Like most people, I was taught that the sun is huge ball of gas (plasma), mostly hydrogen. This description of the sun dates back almost 400 years to Galileo Galilei.

However, there are dissenting voices. At least two of which claim that a significant percentage of the sun is composed of iron. The first is Michael Mozina and the second is Dr. Oliver K. Manuel of the University of Missouri at Rolla. Both of their work incorporates the newest data from solar space probes launched over the last ten years.

Mozina claims that the sun has a seismically unstable solid iron surface. He uses this hypothetical surface to explain the full range of solar phenomena. Dr. Manuel claims the sun is primarily iron with a supernova core at its center. Here's a SpaceDaily.com article which cleanly discusses Dr. Manuel's theory.
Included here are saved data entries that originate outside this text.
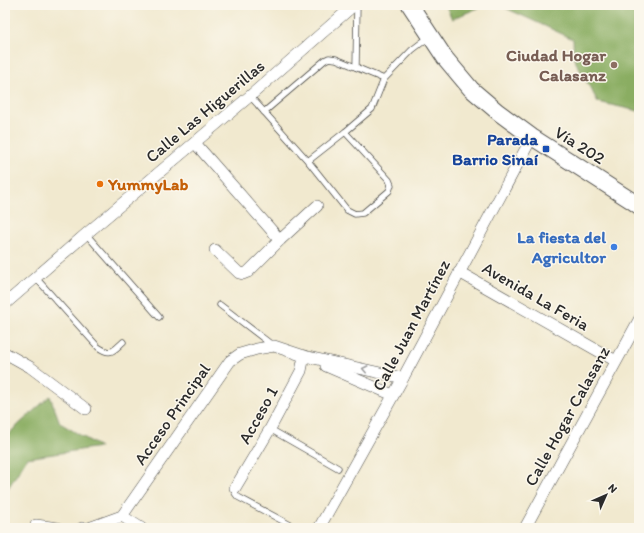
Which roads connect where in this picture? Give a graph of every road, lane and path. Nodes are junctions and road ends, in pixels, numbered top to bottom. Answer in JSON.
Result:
{"nodes":[{"id":1,"x":355,"y":5,"type":"edge"},
{"id":2,"x":410,"y":5,"type":"edge"},
{"id":3,"x":430,"y":36,"type":"junction"},
{"id":4,"x":356,"y":67,"type":"junction"},
{"id":5,"x":384,"y":79,"type":"junction"},
{"id":6,"x":250,"y":96,"type":"junction"},
{"id":7,"x":264,"y":112,"type":"junction"},
{"id":8,"x":345,"y":132,"type":"junction"},
{"id":9,"x":532,"y":137,"type":"junction"},
{"id":10,"x":194,"y":143,"type":"junction"},
{"id":11,"x":308,"y":161,"type":"junction"},
{"id":12,"x":317,"y":206,"type":"dead end"},
{"id":13,"x":639,"y":206,"type":"edge"},
{"id":14,"x":86,"y":234,"type":"junction"},
{"id":15,"x":280,"y":240,"type":"junction"},
{"id":16,"x":215,"y":250,"type":"dead end"},
{"id":17,"x":459,"y":272,"type":"junction"},
{"id":18,"x":36,"y":278,"type":"junction"},
{"id":19,"x":5,"y":304,"type":"edge"},
{"id":20,"x":220,"y":305,"type":"dead end"},
{"id":21,"x":159,"y":316,"type":"dead end"},
{"id":22,"x":639,"y":320,"type":"edge"},
{"id":23,"x":124,"y":342,"type":"dead end"},
{"id":24,"x":274,"y":346,"type":"junction"},
{"id":25,"x":5,"y":353,"type":"edge"},
{"id":26,"x":304,"y":356,"type":"junction"},
{"id":27,"x":616,"y":361,"type":"junction"},
{"id":28,"x":403,"y":378,"type":"junction"},
{"id":29,"x":393,"y":395,"type":"junction"},
{"id":30,"x":86,"y":409,"type":"dead end"},
{"id":31,"x":270,"y":429,"type":"junction"},
{"id":32,"x":338,"y":468,"type":"dead end"},
{"id":33,"x":235,"y":488,"type":"joint"},
{"id":34,"x":122,"y":516,"type":"junction"},
{"id":35,"x":36,"y":525,"type":"dead end"},
{"id":36,"x":58,"y":528,"type":"edge"},
{"id":37,"x":82,"y":528,"type":"edge"},
{"id":38,"x":121,"y":528,"type":"edge"},
{"id":39,"x":141,"y":528,"type":"edge"},
{"id":40,"x":296,"y":528,"type":"edge"},
{"id":41,"x":319,"y":528,"type":"edge"},
{"id":42,"x":525,"y":528,"type":"edge"}],
"edges":[{"from":1,"to":4,"type":"lane"},
{"from":1,"to":6,"type":"street","name":"Calle Las Higuerillas"},
{"from":2,"to":3,"type":"main road","name":"Vía 202"},
{"from":3,"to":5,"type":"lane"},
{"from":3,"to":9,"type":"main road","name":"Vía 202"},
{"from":4,"to":5,"type":"lane"},
{"from":4,"to":7,"type":"lane"},
{"from":5,"to":8,"type":"lane"},
{"from":6,"to":7,"type":"lane"},
{"from":6,"to":10,"type":"street","name":"Calle Las Higuerillas"},
{"from":7,"to":11,"type":"lane"},
{"from":8,"to":11,"type":"lane"},
{"from":8,"to":11,"type":"lane"},
{"from":9,"to":13,"type":"main road","name":"Vía 202"},
{"from":9,"to":17,"type":"street","name":"Calle Juan Martínez"},
{"from":10,"to":14,"type":"street","name":"Calle Las Higuerillas"},
{"from":10,"to":15,"type":"street"},
{"from":12,"to":15,"type":"street"},
{"from":14,"to":18,"type":"street","name":"Calle Las Higuerillas"},
{"from":14,"to":21,"type":"lane"},
{"from":15,"to":16,"type":"street"},
{"from":17,"to":27,"type":"street","name":"Avenida La Feria"},
{"from":17,"to":28,"type":"street","name":"Calle Juan Martínez"},
{"from":18,"to":19,"type":"street","name":"Calle Las Higuerillas"},
{"from":18,"to":23,"type":"lane"},
{"from":20,"to":24,"type":"lane"},
{"from":22,"to":27,"type":"street","name":"Calle Hogar Calasanz"},
{"from":24,"to":26,"type":"street","name":"Acceso Principal"},
{"from":24,"to":34,"type":"street","name":"Acceso Principal"},
{"from":25,"to":30,"type":"street"},
{"from":28,"to":26,"type":"street","name":"Acceso Principal","one_way":true},
{"from":26,"to":29,"type":"street","name":"Acceso Principal"},
{"from":26,"to":31,"type":"street","name":"Acceso 1"},
{"from":27,"to":42,"type":"street","name":"Calle Hogar Calasanz"},
{"from":28,"to":29,"type":"street","name":"Calle Juan Martínez"},
{"from":29,"to":41,"type":"street","name":"Calle Juan Martínez"},
{"from":31,"to":32,"type":"lane"},
{"from":31,"to":33,"type":"street","name":"Acceso 1"},
{"from":33,"to":40,"type":"lane"},
{"from":34,"to":37,"type":"street"},
{"from":34,"to":38,"type":"street"},
{"from":34,"to":39,"type":"street"},
{"from":35,"to":36,"type":"street"}]}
I'm too much of an amateur to decide if these gentlemen are correct, but their ideas are quite intriguing. Consider this quote from wikipedia: One of the first people in the Western world to offer a scientific explanation for the sun was the Greek philosopher Anaxagoras, who reasoned that it was a giant flaming ball of rock or metal, and not the chariot of Apollo.

How ironic would it be if this ancient philosopher was (in a simplistic way) correct?


Blogger sooz said...

it's a fascinating theory. thanks for sharing.